Seyda Molla Yakup da, müstakim çizgisinde en küçük bir sapma göstermeden son nefesine kadar dava arkadaşlarına hep moral oldu, destek verdi. Muhterem Seyda! Senin gerçek bir âlim olduğuna, önümüzde hep güneş gibi parladığına şahitlik ederiz. Âlimlik kisvesi altında, insanların saptırıldığı bir toplumda sen, Peygamber (sav)’in gerçek varisi oldun. Müslümanların dertleriyle dertlendin. Mecalsiz kalan insanların elinden tutup, mücadele yolunda yürümelerini sağlamaya çalıştın. Her zaman ve ortamda Kur’an dersi verdin. Hakkı anlattın, hakkı yaptın, hakkı yaptırdın. Son nefesine kadar mücadeleden bir an olsun geri durmadın. Bu hal üzere Rabbinin davetine icabet ettin. Bir alim olarak hayattayken insanlara nasıl örnek ve yol gösterici olduysan, vefatından sonra da bırakmış olduğun mücadele mirası, yeni nesil için bir örnek olacaktır inşaallah.
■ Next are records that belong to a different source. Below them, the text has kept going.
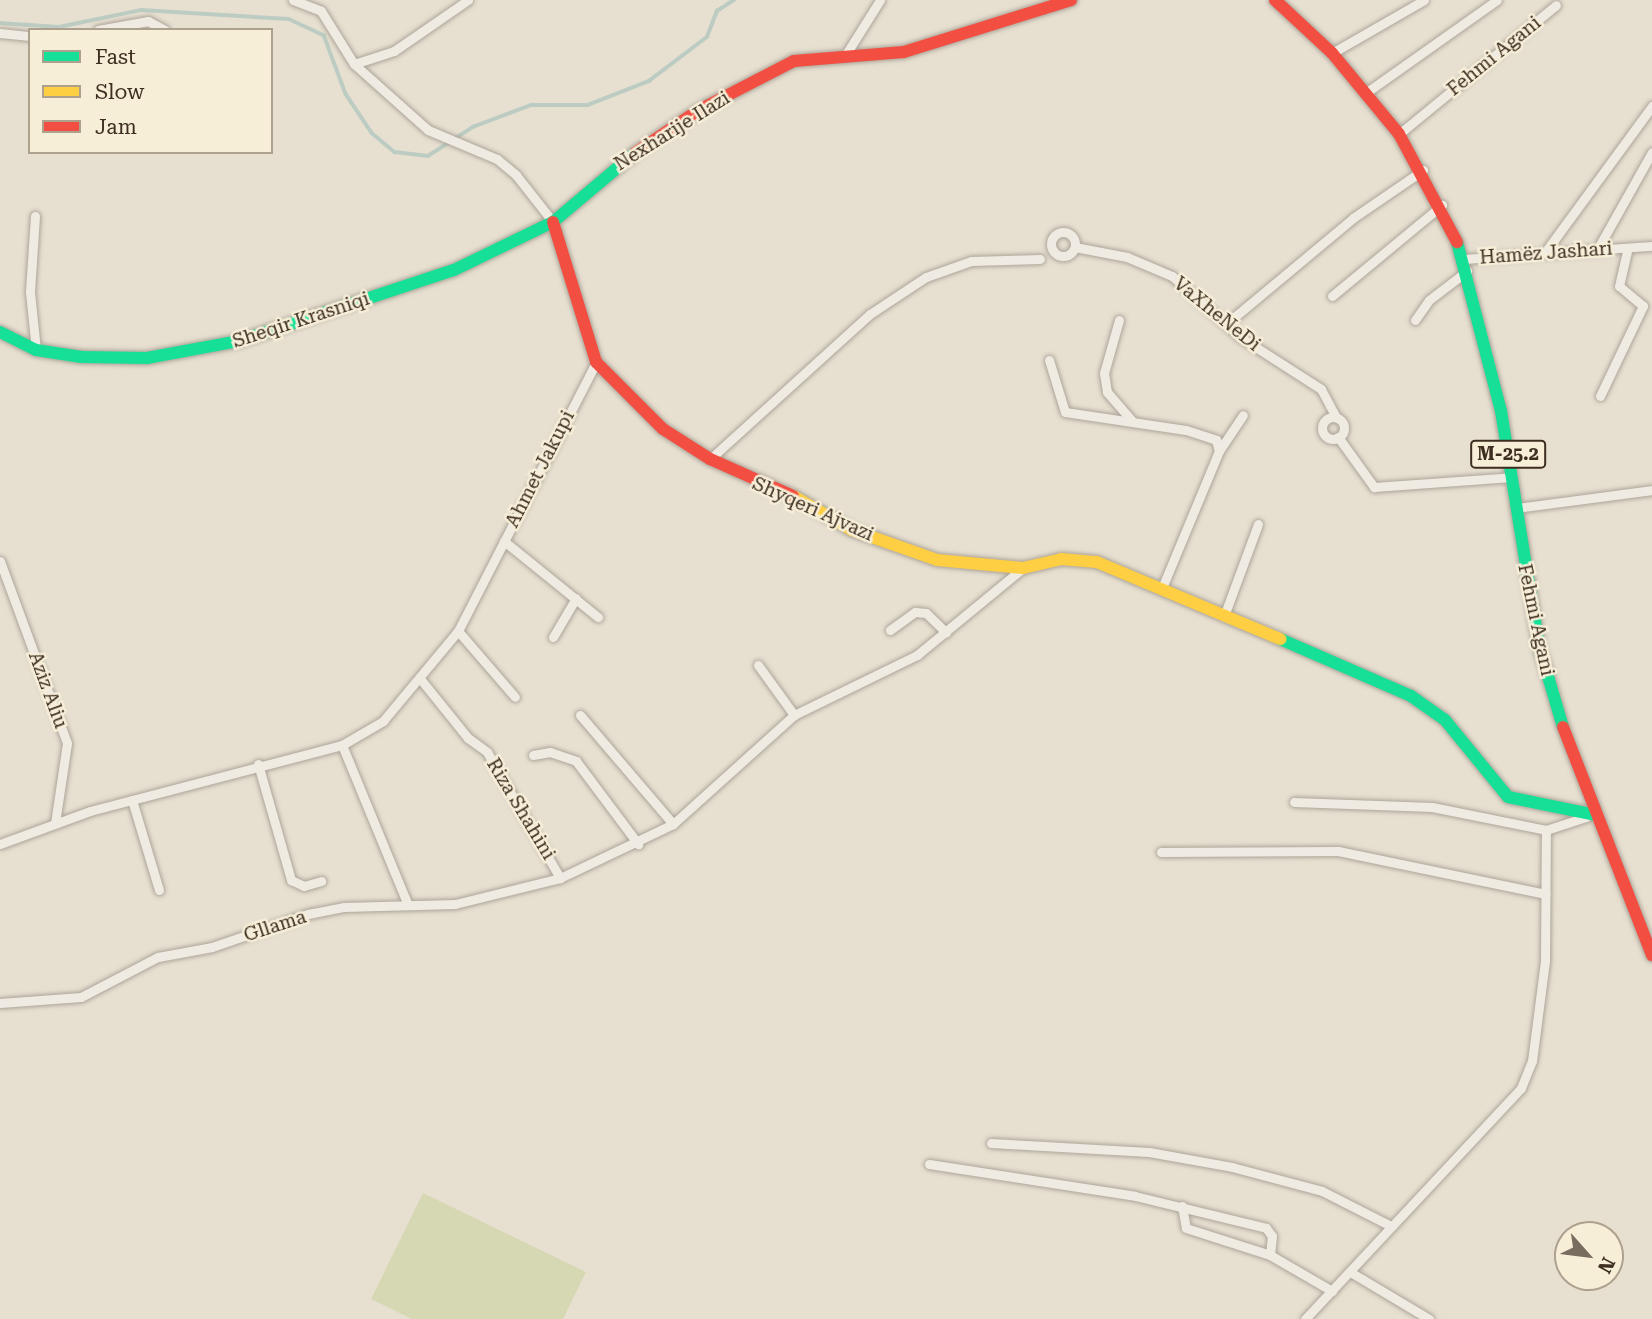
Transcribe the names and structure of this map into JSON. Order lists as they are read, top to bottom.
{
  "streets": {
    "street": [
      "Fehmi Agani",
      "Nexharije Ilazi",
      "Hamëz Jashari",
      "VaXheNeDi",
      "Sheqir Krasniqi",
      "M-25.2",
      "Ahmet Jakupi",
      "Shyqeri Ajvazi",
      "Aziz Aliu",
      "Riza Shahini",
      "Gllama"
    ]
  },
  "crossings": [
    ["Fehmi Agani", "Hamëz Jashari"],
    ["Fehmi Agani", "Shyqeri Ajvazi"],
    ["Nexharije Ilazi", "Sheqir Krasniqi"],
    ["Nexharije Ilazi", "Shyqeri Ajvazi"],
    ["Sheqir Krasniqi", "Shyqeri Ajvazi"],
    ["Ahmet Jakupi", "Shyqeri Ajvazi"],
    ["Ahmet Jakupi", "Aziz Aliu"],
    ["Ahmet Jakupi", "Riza Shahini"],
    ["Shyqeri Ajvazi", "Gllama"],
    ["Riza Shahini", "Gllama"]
  ],
  "legend": ["Fast", "Slow", "Jam"],
  "north": "bottom right"
}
Sizin, geride bırakmış olduğunuz bu aziz davaya, genç - yaşlı, kadın - erkek bir bütün olarak sarılıp, hedefine doğru götürme konusundaki irade ve kararlığımız tamdır. Peygamberlere komşu olmanızı Rabbimizden niyaz ediyoruz.
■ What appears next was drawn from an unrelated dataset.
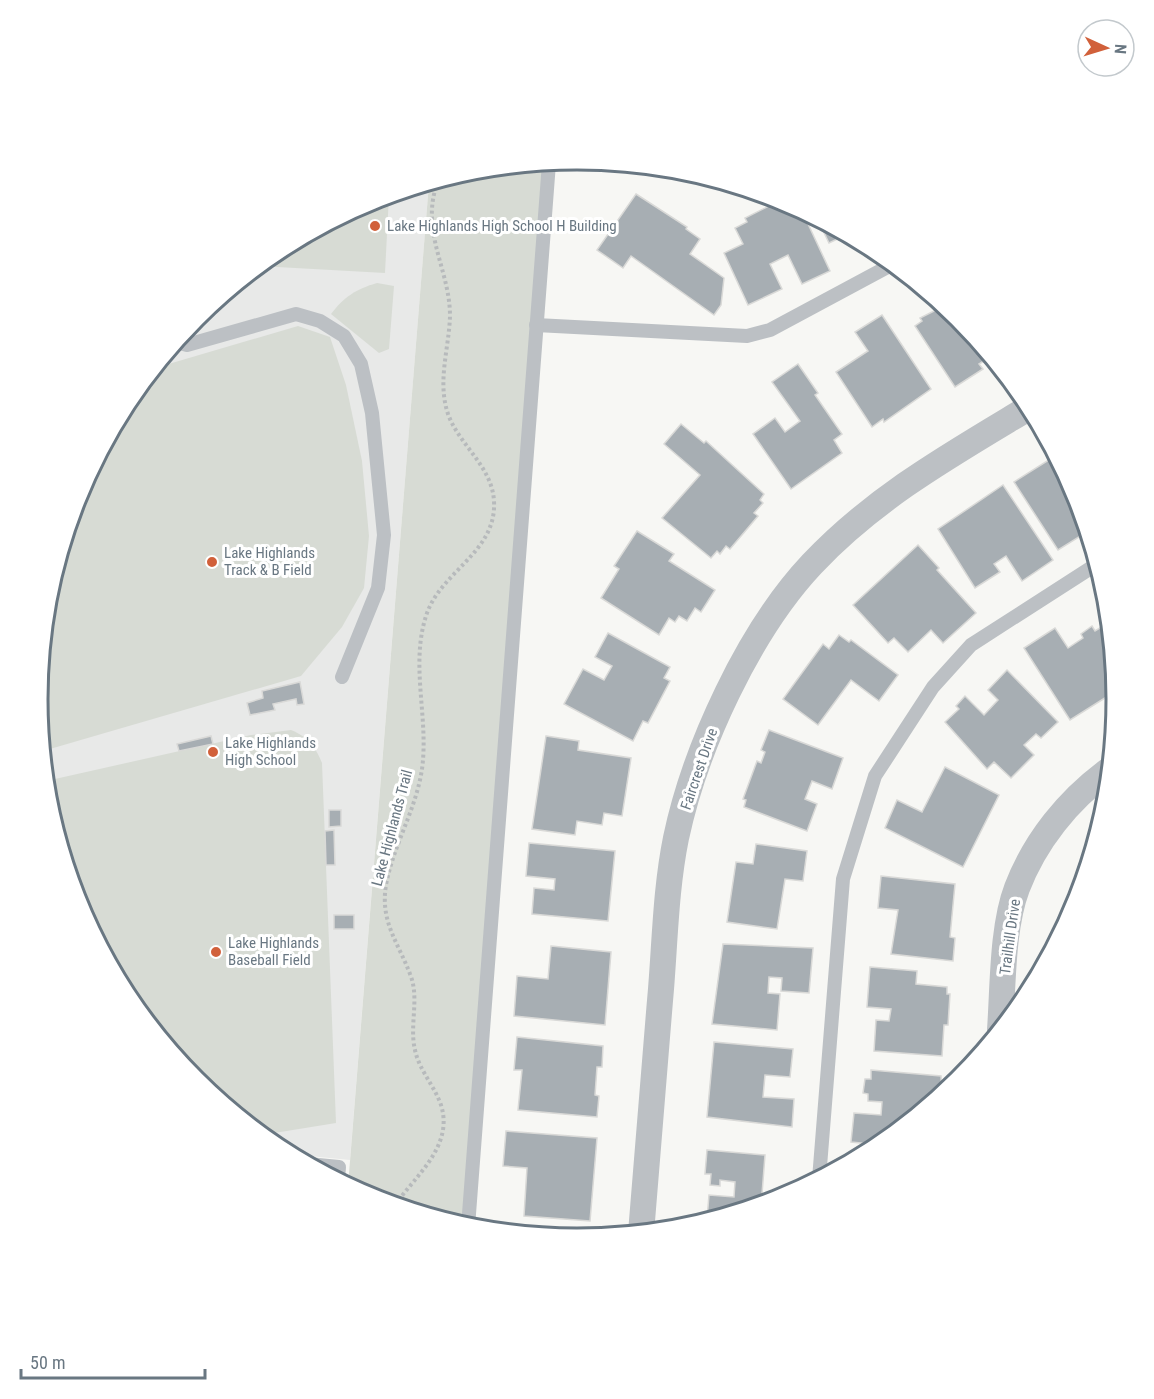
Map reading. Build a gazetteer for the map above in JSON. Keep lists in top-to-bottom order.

Rana teyze, günümüzün Ümmü Seleme’si oldu. Zindanlar, onun hicret yurduydu. O güzel evladını, sadık evladını, ihlaslı evladını bir an olsun yalnız bırakmadı. Amansız hastalığın pençesinde can çekişirken bile, onun hasretiyle hep kıvrandı. Sen, hepimizin annesiydin. Uzun yıllar cezaevinde yatan yavruna hep sabır ve metanet tavsiye ederdin. Bütün zorluklara göğüs gererek en küçük bir gevşeklik emaresi göstermedin. Hep metin durdun ve derken Rabbine, “Radiyeten merdiyyeh” olarak döndün. İnanıyor ve diliyoruz ki, Rabbin seni cennetinde konuk edecektir.
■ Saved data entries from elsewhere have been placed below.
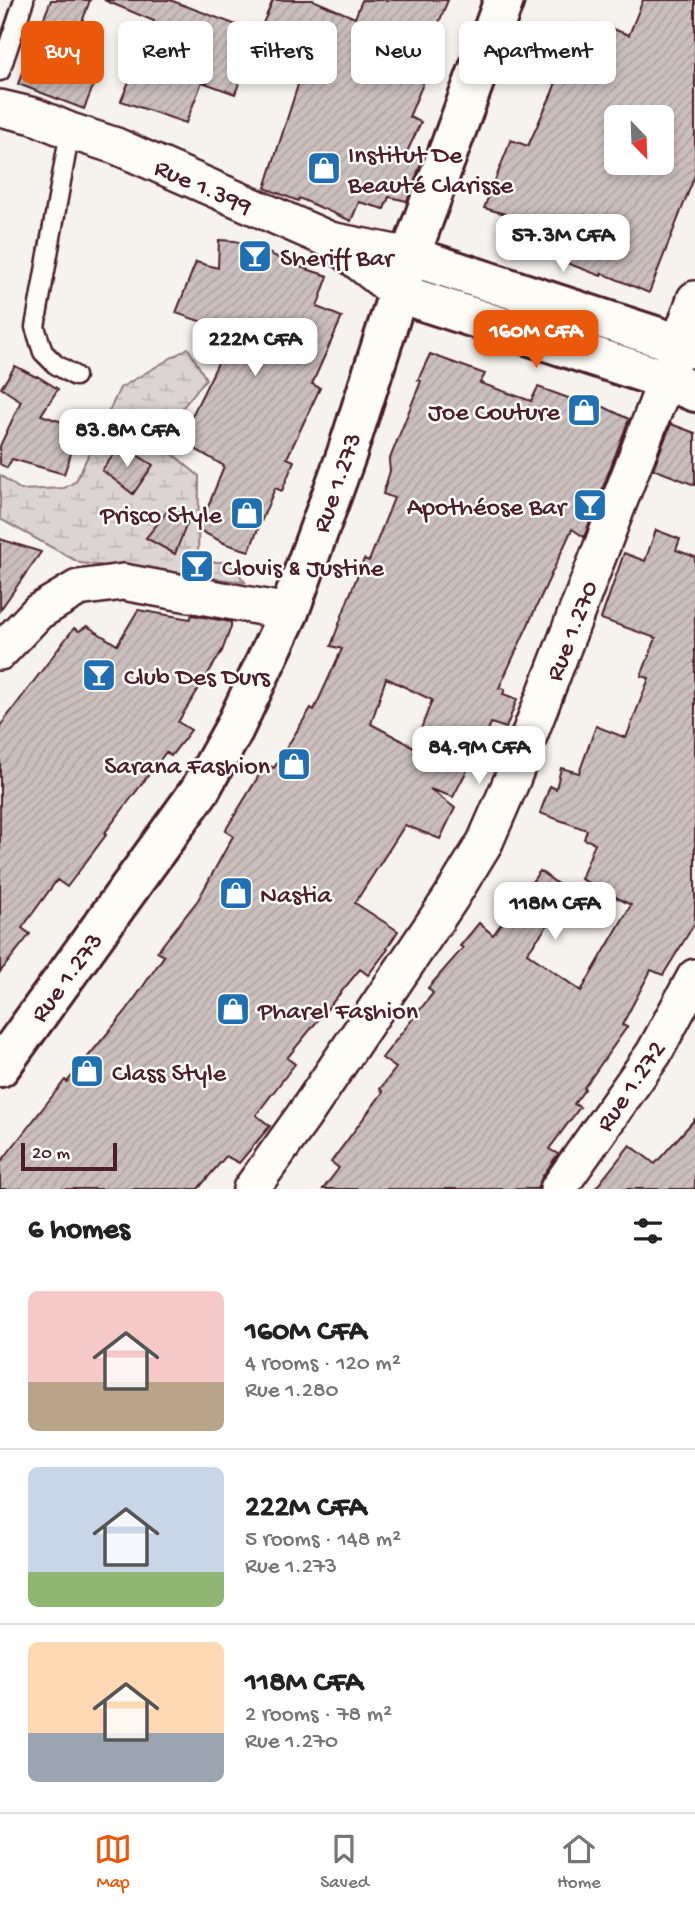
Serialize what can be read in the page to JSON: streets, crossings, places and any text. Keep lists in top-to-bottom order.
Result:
{
  "streets": {
    "main road": ["Rue 1.273"],
    "street": ["Rue 1.399", "Rue 1.270", "Rue 1.272"]
  },
  "crossings": [
    ["Rue 1.399", "Rue 1.273"]
  ],
  "places": {
    "shop": [
      "Institut De Beauté Clarisse",
      "Joe Couture",
      "Prisco Style",
      "Sarana Fashion",
      "Nastia",
      "Pharel Fashion",
      "Class Style"
    ],
    "bar": [
      "Sheriff Bar",
      "Apothéose Bar",
      "Clovis & Justine",
      "Club Des Durs"
    ]
  },
  "scale_bar": "20 m",
  "north": "bottom right",
  "page": {
    "chip": [
      "Buy",
      "Rent",
      "Filters",
      "New",
      "Apartment"
    ],
    "price": [
      "57.3M CFA",
      "160M CFA",
      "222M CFA",
      "83.8M CFA",
      "84.9M CFA",
      "118M CFA"
    ],
    "scale": "20 m",
    "heading": "6 homes",
    "list": [
      {
        "name": "160M CFA",
        "note": "4 rooms · 120 m² · Rue 1.280"
      },
      {
        "name": "222M CFA",
        "note": "5 rooms · 148 m² · Rue 1.273"
      },
      {
        "name": "118M CFA",
        "note": "2 rooms · 78 m² · Rue 1.270"
      }
    ],
    "tabs": ["Map", "Saved", "Home"]
  }
}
Bu vesileyle bütün yaşlı sağ ve vefat etmiş seydaları, amcaları, dayıları, anneleri, teyzeleri ve şehitlerimizi minnetle anıyor ve yollarından sapmayacağımızı taahhüt ediyoruz. Zindanlarda ve en zor dönemlerimizde bizi dualarından mahrum etmediklerini ve moral verdiklerini hiç unutmuyoruz. Onların yavruları ve aileleri, hep bizlerin en azizleri olacaklardır. Onların miraslarını, en hassas şekilde koruma gayreti içinde olacağız. Evlatlarının, babalarına layık olmaları için, her türlü imkânımızı seferber edeceğiz. Aziz şehitlerimizin evlatlarının, izzetle babalarının yolunda yürüyeceklerine yakinen inanmaktayız.
Tutuklu ve muhacir olan kardeşlerimiz için sabır ve sebat niyaz ediyoruz. Hepsini hasret ve muhabbetle kucaklıyorum. Bizleri dualarından mahrum etmemelerini diliyorum. Şehit ailelerini, tutuklu, muhacir ve ailelerini ihmal etmenin Rabbimizin bizleri ihmal etmesi, onlardan yüz çevirmenin Rabbimizin bizlere yüz çevirmesi anlamına geldiği inancını taşımaktayız. Rabbimden dileğim, onlara karşı sorumluluğumuzu en güzel şekilde yerine getirmek için bizlere imkan hazırlamasıdır. Aile ve çocuklarımızı muhafaza için imkanlarımız dahilinde bütün varlığımızı seferber edeceğiz, onları asla şeytan ve dostlarına terk etmeyeceğiz. Onları hep, başımıza taç edeceğiz inşallah.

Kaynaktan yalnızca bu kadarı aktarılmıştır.